◆ **What is needed**
A verbatim printing of the entries that follow is needed; pictures must not appear in it.

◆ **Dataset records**
━━━━━━━━━━

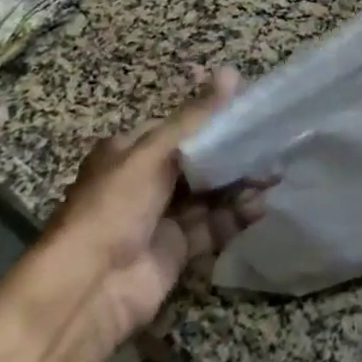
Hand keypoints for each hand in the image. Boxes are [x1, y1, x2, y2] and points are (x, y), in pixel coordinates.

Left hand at [50, 68, 269, 343]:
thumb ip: (196, 118)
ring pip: (210, 194)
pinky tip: (261, 206)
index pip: (181, 128)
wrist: (87, 289)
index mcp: (131, 152)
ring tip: (274, 176)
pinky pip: (213, 226)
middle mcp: (146, 181)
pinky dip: (236, 216)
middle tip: (272, 148)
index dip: (216, 120)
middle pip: (200, 162)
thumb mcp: (154, 153)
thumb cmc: (115, 206)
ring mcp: (162, 217)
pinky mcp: (177, 250)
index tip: (252, 114)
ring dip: (240, 186)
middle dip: (234, 156)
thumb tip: (231, 72)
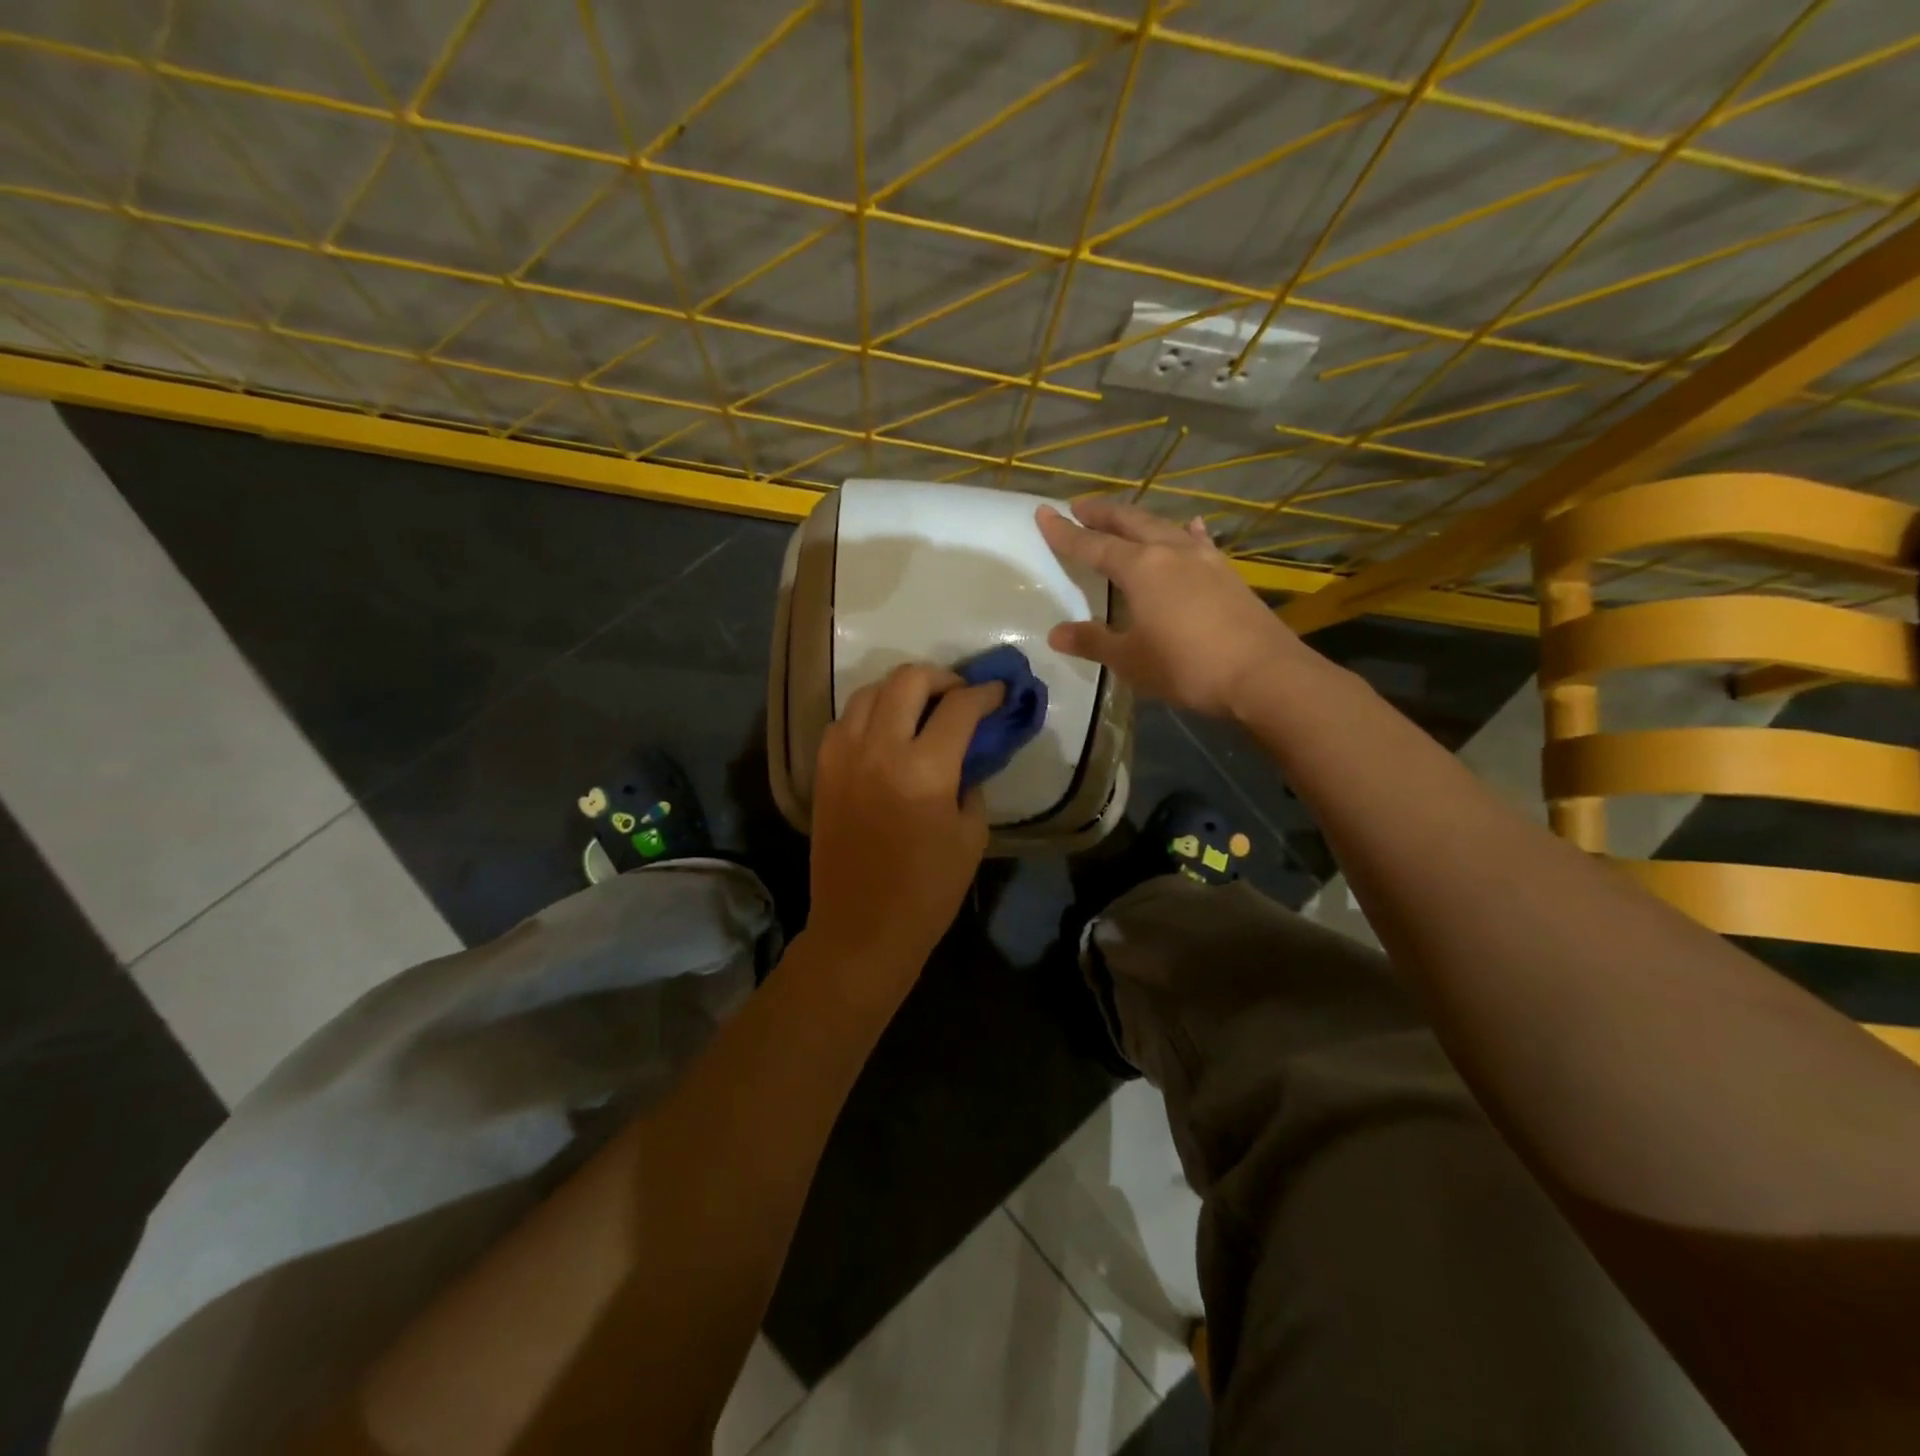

━━━━━━━━━━

◆ **Exercise solution**
Hand keypoints for each hand in the image. Boxes are [x1, y1, x2, y2] and points are (x, y), in pixel coordinates.

Left hand at [50, 68, 269, 343]:
thumb ip: (196, 118)
ring pip: (210, 194)
pinky tip: (261, 206)
index pip: (181, 128)
wrist: (87, 289)
index mcp: (131, 152)
ring tip: (274, 176)
pinky pip: (213, 226)
middle mcp: (146, 181)
pinky dip: (236, 216)
middle tip: (272, 148)
index dip: (216, 120)
middle pip: (200, 162)
thumb mcp: (154, 153)
thumb cmc: (115, 206)
ring mcp: (162, 217)
pinky mcp: (177, 250)
index tip: (252, 114)
ring dip: (240, 186)
middle dip: (234, 156)
thumb tip: (231, 72)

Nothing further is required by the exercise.